## Assigned task
Among the entries, find the lines with the string "Hladíkova" and report them.

Segment Start: Given data

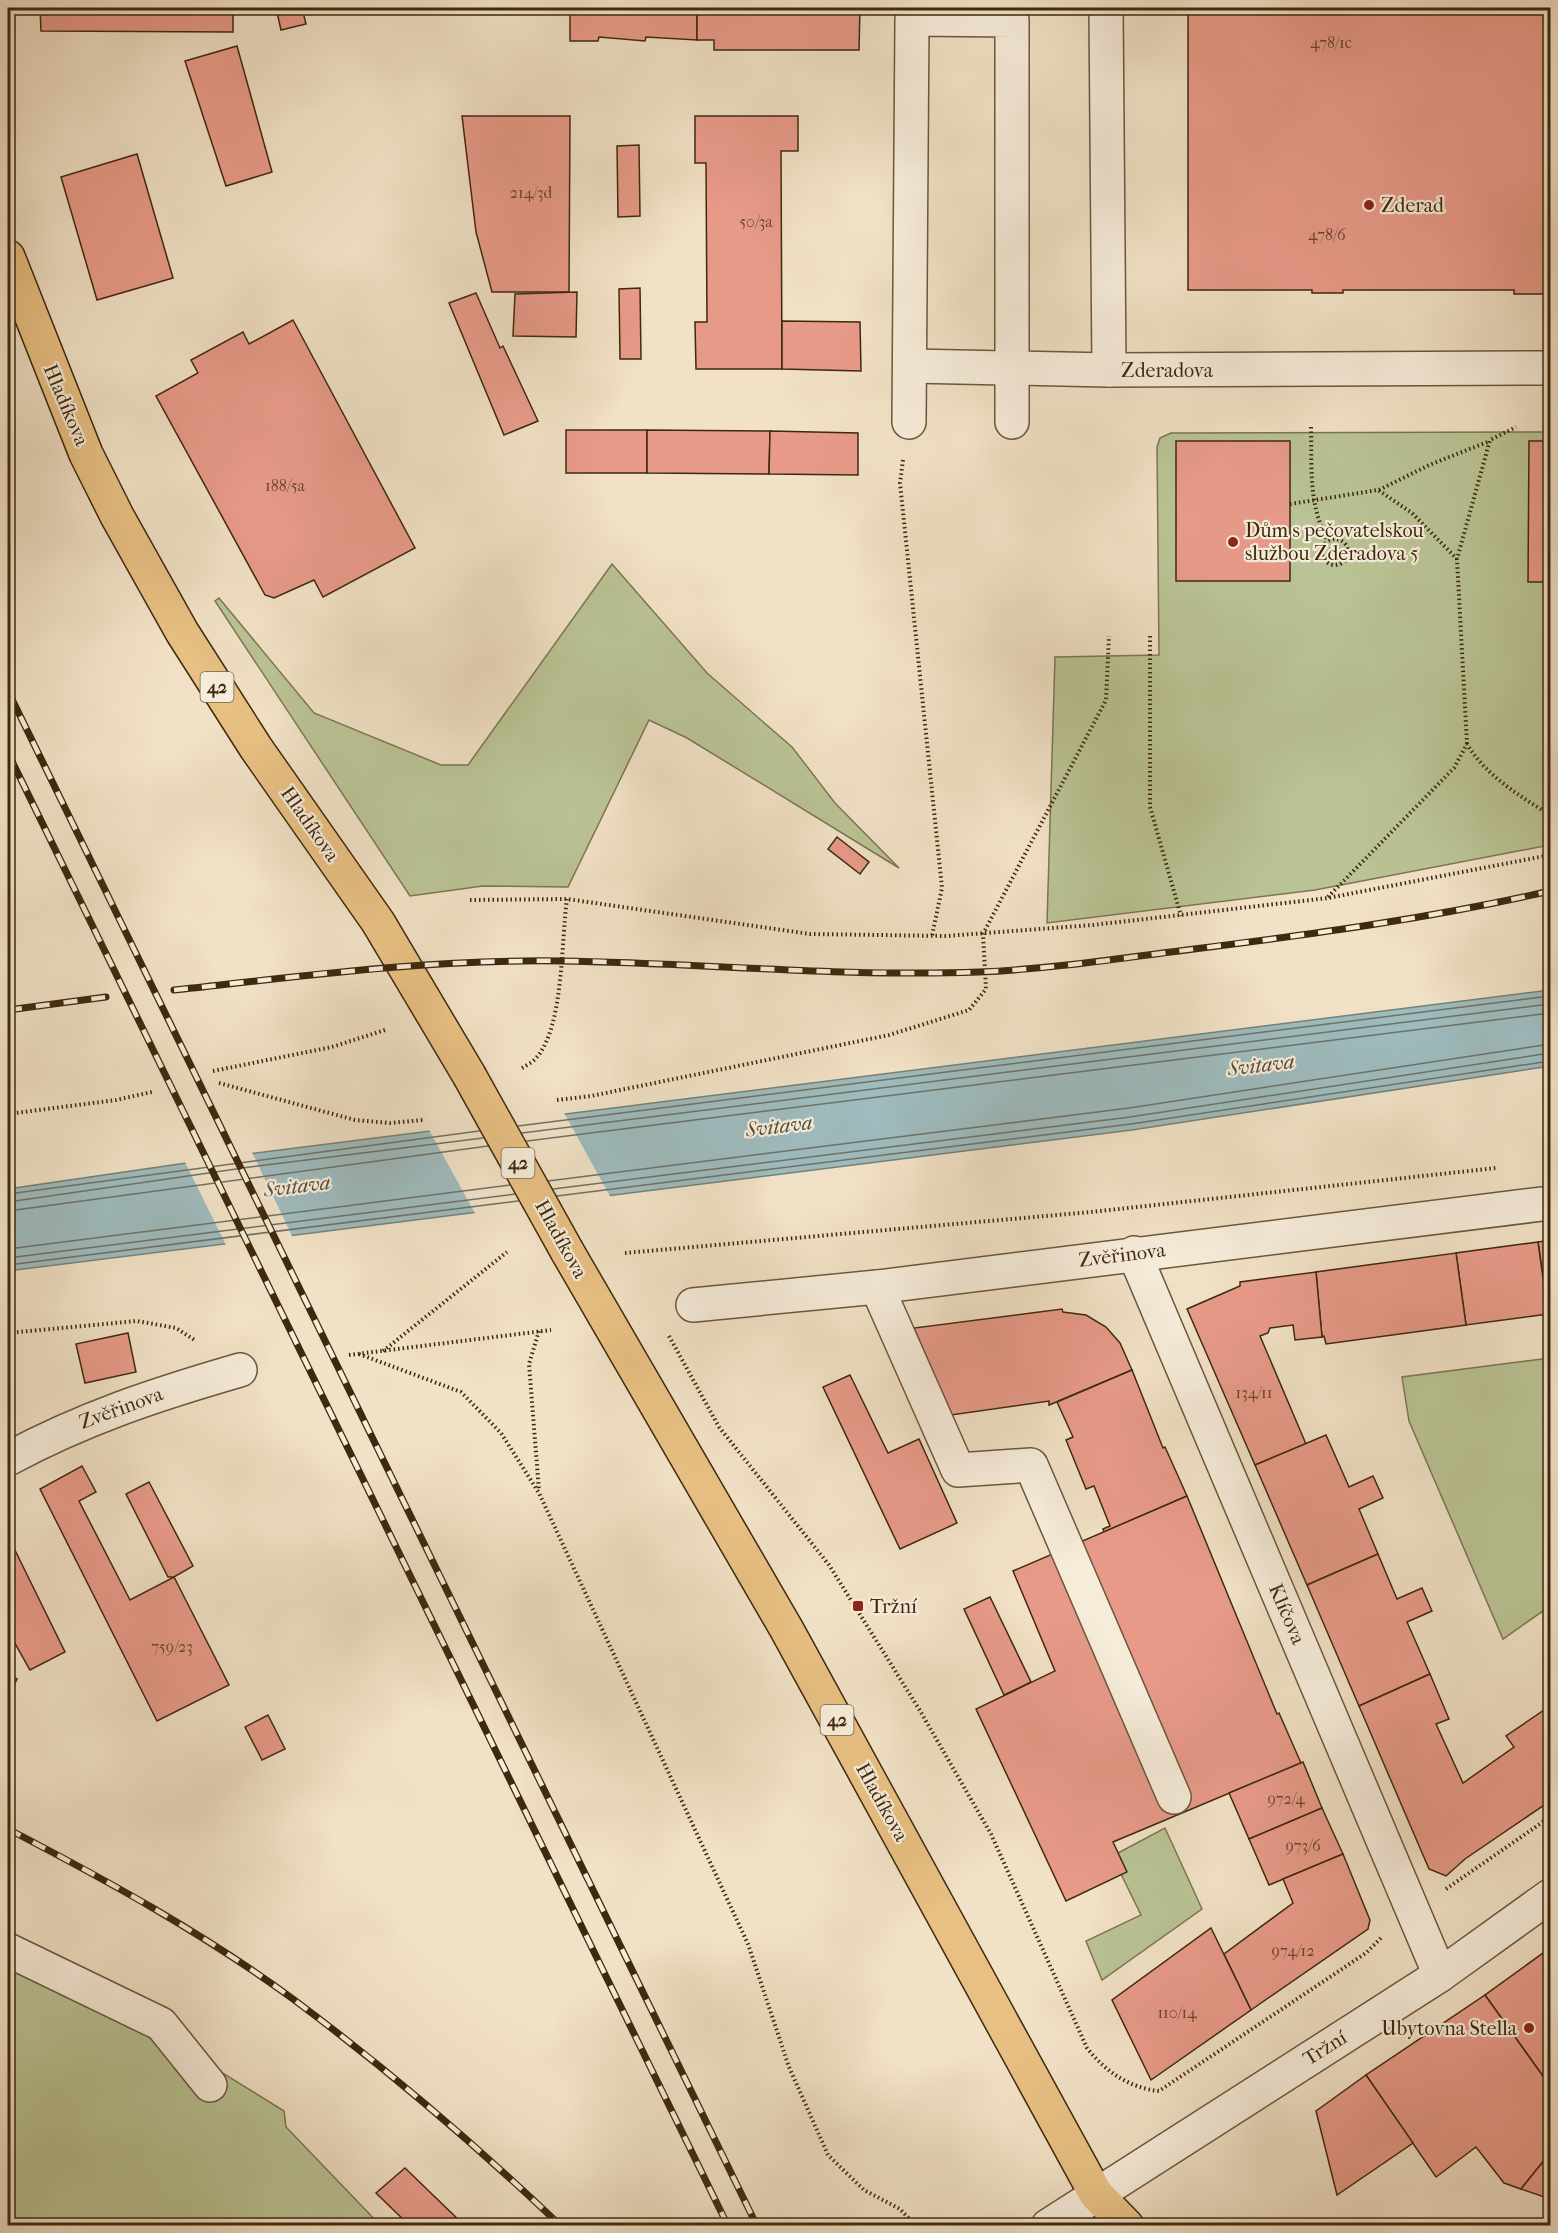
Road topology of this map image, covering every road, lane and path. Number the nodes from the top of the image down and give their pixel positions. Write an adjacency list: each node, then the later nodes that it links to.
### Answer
1 (1106, 8): 6 (street, Zderadova)
2 (8, 257): 60 (main road, Hladíkova / 42, bridge)
3 (911, 366): 4 (street); 4 (street); 7 (street)
4 (1012, 368): 6 (street); 8 (street)
5 (1551, 368): 6 (street, Zderadova)
6 (1109, 370)
7 (909, 422): 27 (path)
8 (1012, 422)
9 (1311, 427): 13 (path)
10 (1516, 427): 11 (path)
11 (1490, 440): 12 (path); 16 (path)
12 (1378, 490): 13 (path); 16 (path)
13 (1313, 502): 14 (path); 15 (path)
14 (1290, 504)
15 (1328, 541): 15 (path)
16 (1456, 559): 19 (path)
17 (1109, 636): 26 (path)
18 (1150, 636): 25 (path)
19 (1467, 744): 20 (path); 22 (path)
20 (1551, 815)
21 (1551, 855): 22 (path)
22 (1328, 898): 25 (path)
23 (567, 899): 24 (path); 27 (path); 29 (path)
24 (470, 900)
25 (1181, 916): 26 (path)
26 (983, 934): 27 (path); 33 (path)
27 (932, 936)
28 (385, 1030): 30 (path)
29 (522, 1068)
30 (213, 1071)
31 (219, 1083): 35 (path)
32 (152, 1092): 34 (path)
33 (558, 1100)
34 (8, 1114)
35 (423, 1119)
36 (1503, 1167): 39 (path)
37 (1551, 1203): 40 (street, Zvěřinova)
38 (507, 1252): 47 (path)
39 (625, 1253)
40 (1134, 1253): 41 (street, Zvěřinova); 56 (street, Klíčova)
41 (877, 1287): 42 (street, Zvěřinova); 53 (street)
42 (693, 1305)
43 (665, 1329): 56 (path)
44 (551, 1330): 45 (path)
45 (539, 1331): 47 (path); 52 (path)
46 (8, 1333): 50 (path)
47 (383, 1351): 48 (path)
48 (359, 1354): 49 (path); 52 (path)
49 (349, 1355)
50 (240, 1370): 51 (street, Zvěřinova)
51 (8, 1459)
52 (539, 1493): 61 (path)
53 (1174, 1797)
54 (1551, 1817): 56 (path)
55 (1551, 1896): 58 (street, Tržní)
56 (1411, 1909): 58 (street, Klíčova)
57 (8, 1950): 59 (street)
58 (1440, 1975): 60 (street, Tržní)
59 (210, 2085)
60 (1098, 2210): 62 (street, Tržní); 63 (main road, Hladíkova / 42)
61 (916, 2226)
62 (1048, 2226)
63 (1126, 2226)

Segment End: Given data

## Result of this exercise
2 (8, 257): 60 (main road, Hladíkova / 42, bridge)
60 (1098, 2210): 62 (street, Tržní); 63 (main road, Hladíkova / 42)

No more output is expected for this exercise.